C'est l'oeuvre impressionnante d'un intellectuel
complet, épigone de Darwin dans sa manière d'exploiter les recherches scientifiques pour réaliser une belle oeuvre écrite. On est béat devant le travail qu'un tel livre révèle. La critique que
l'on peut adresser à Jared Diamond est sa propension au Malthusianisme. Expliquer le génocide rwandais par la surpopulation, c'est un peu court et douteux.
"Effondrement" est un des rares livres de science dure que j'ai réussi à lire. En le dévorant qui plus est. Payez vous en livre de poche un tour du monde en
800 pages.

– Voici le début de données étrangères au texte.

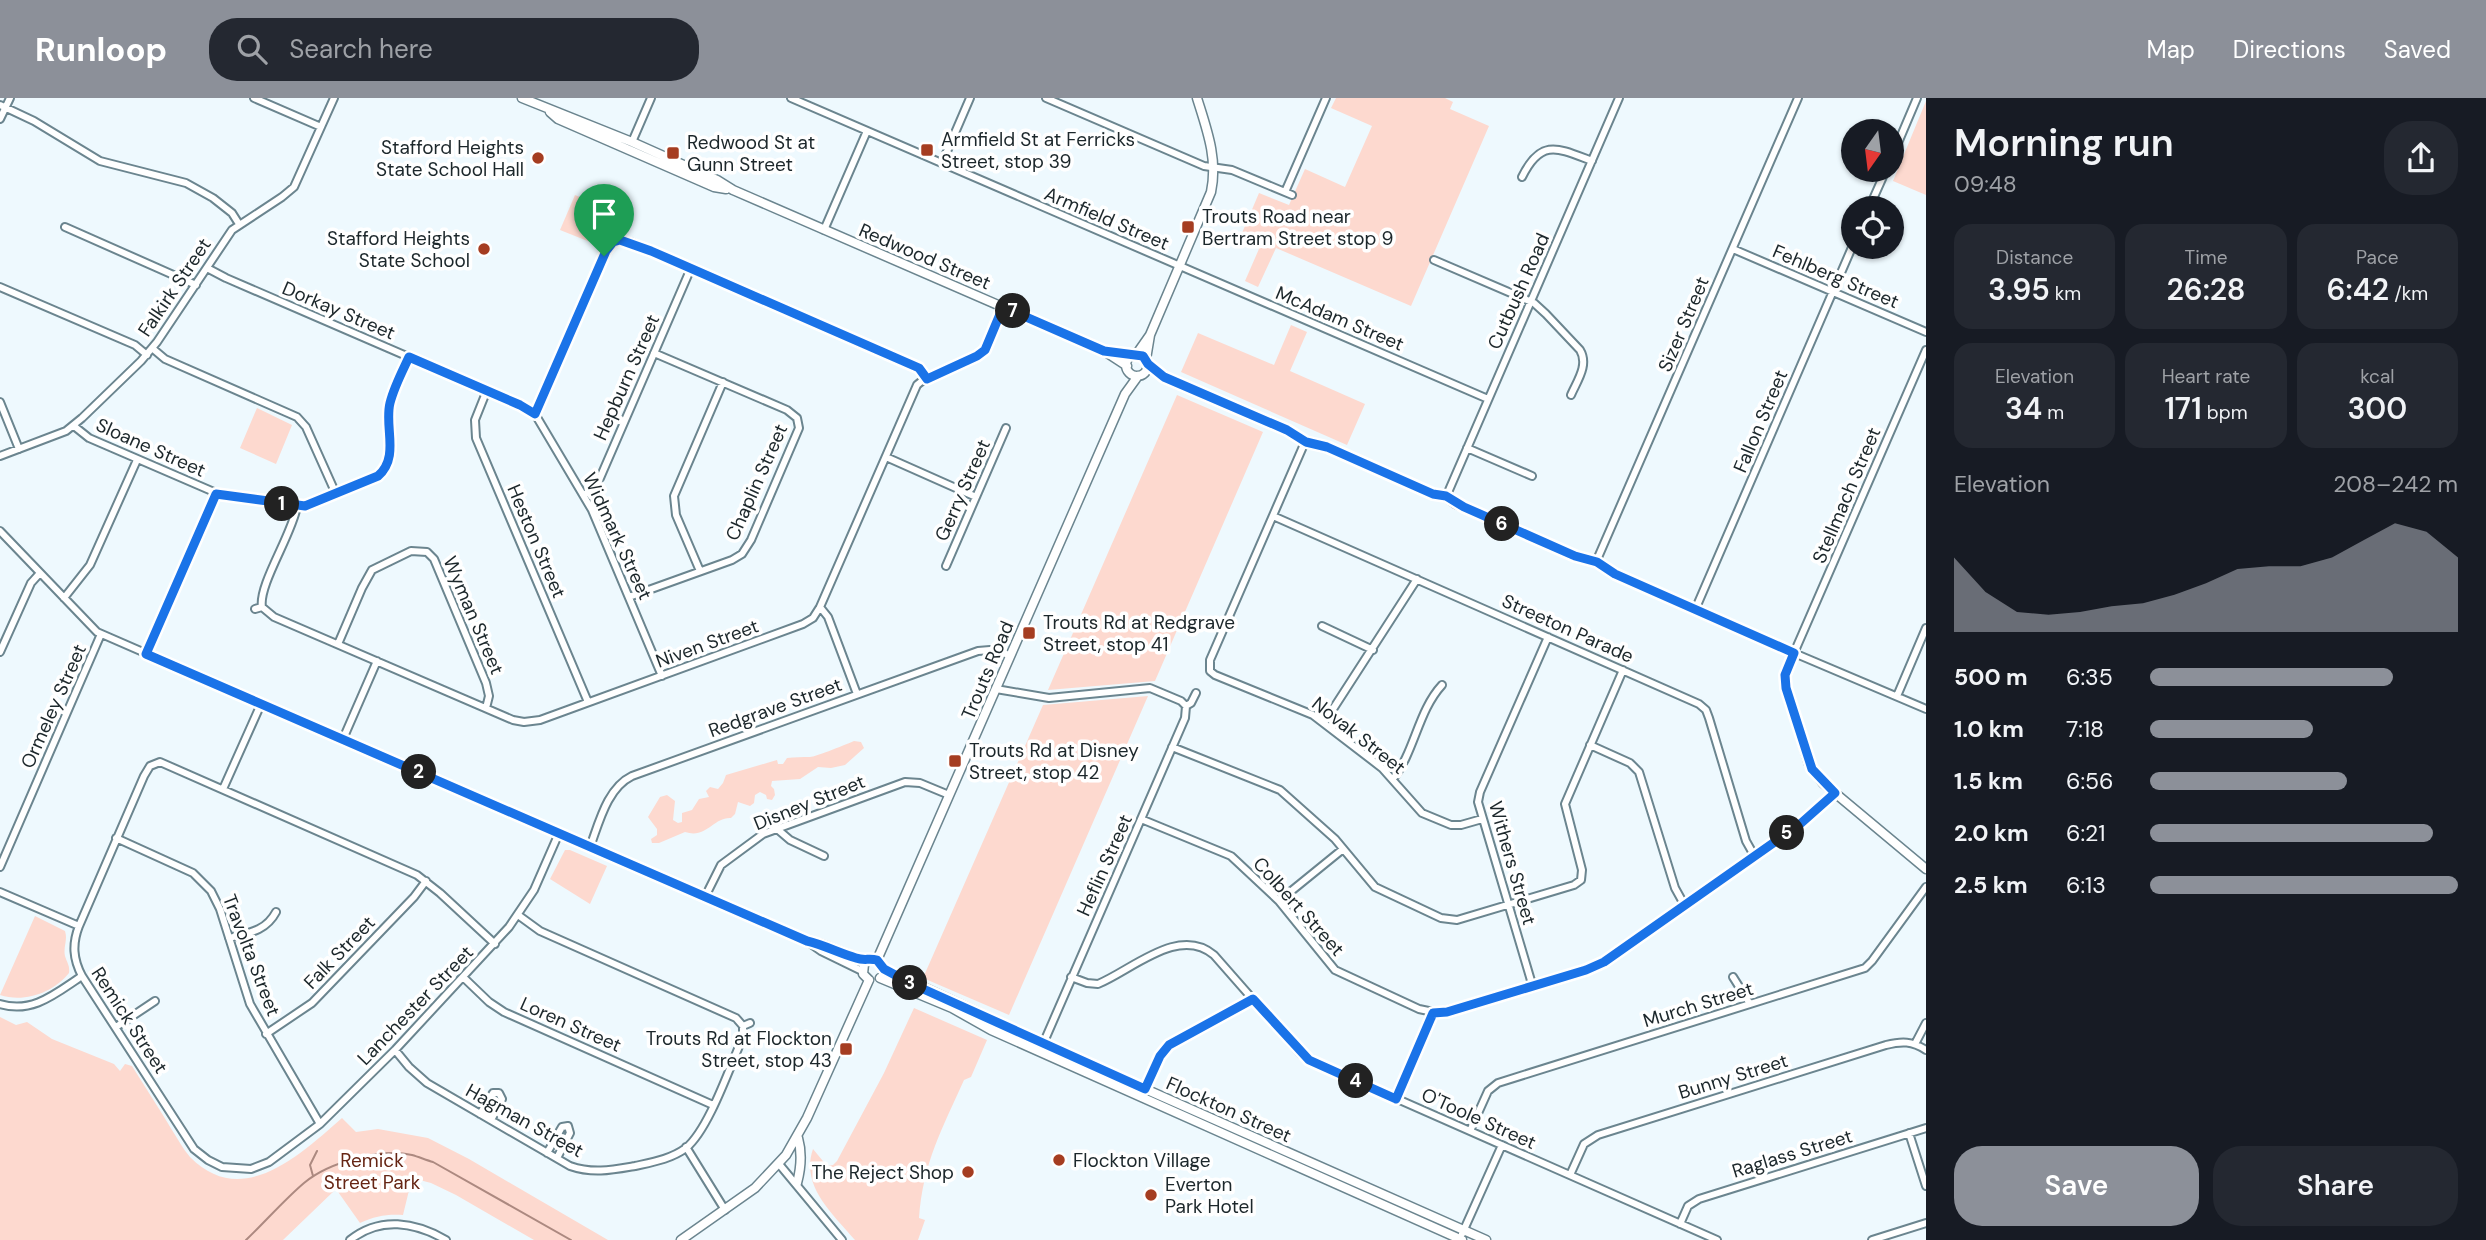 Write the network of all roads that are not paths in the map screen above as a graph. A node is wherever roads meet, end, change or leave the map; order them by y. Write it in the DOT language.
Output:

Et en évitant les spots touristiques et le Jet Lag.
- DANS LE GENRE "SOCIAL-ECOLOGIQUE" : les éditions IVREA ont eu l'excellente idée de rééditer un roman méconnu de Georges Orwell - "Un peu d'air frais". Attention, Orwell est sans doute l'écrivain le plus cher à mon coeur, par son oeuvre comme par par son
comportement. Une lumière dans un siècle de cauchemar.
Il est de bon ton de dire que la "vieille gauche" est "productiviste". En gros, la gauche marxiste, ce serait Tchernobyl et l'assèchement de la Mer d'Aral.
Injustement sommaire. Beaucoup de gens de ce camp ont essayé de penser l'émancipation des travailleurs comme une question globale, une transformation de tout le mode de vie. Incluant le rapport
au monde, à l'environnement.
Orwell, parangon de la gauche populaire, a écrit "un peu d'air frais" en 1939. Il conte, sur un mode ironique et grinçant (on retrouve l'humour d'Orwell
chroniqueur génial), les aventures d'un membre de la fraction inférieure de la classe moyenne anglaise. Celui-ci , qui gagne à peine plus que nécessaire à la "reproduction de sa
force de travail" s'évade quelques jours dans son village natal, pour simplement y respirer. Mais le village n'existe plus. Il a été avalé par un développement urbain incontrôlé et
nuisible. A travers lui, c'est un univers qui disparaît, celui de l'avant première guerre mondiale.
Dans la société industrielle avancée vue par Orwell, l'homme n'est pas seulement exploité et aliéné à son poste de travail, mais dans tous les compartiments de sa
vie. On a souvent dit qu'Orwell était un prophète et on n'exagère pas. Il faut lire ces passages, écrits dans les années 30, sur la laideur de la périurbanisation, de l'étalement urbain,
sur la fausseté du pseudo retour à la campagne qu'incarne la vie pavilonnaire. Une longue file de décennies d'avance sur nos urbanistes qui tiennent colloque sur les dégâts de la "rurbanisation",
la densification des villes, les schémas de cohérence territoriale et tous concepts en vogue.
Orwell rejette cette société où trouver un
coin pour pêcher ou un bosquet auprès duquel flâner devient une prouesse. En même temps, il annonce le déferlement barbare des "hommes mécanisés" et la guerre pour 1941. "Un peu d'air
frais" est aussi un beau témoignage sur ces gens, nombreux, qui pressentirent le désastre mondial sans trouver le moyen de s'y opposer, coincés entre le stalinisme, le fascisme, et l'aveuglement
des "démocrates". En Espagne, Orwell a compris ce qui attendait l'Europe. Il s'y est préparé, ce qui explique sa réaction juste face au nazisme, alors que certains donnaient dans
un pacifisme à contretemps. Orwell est grand.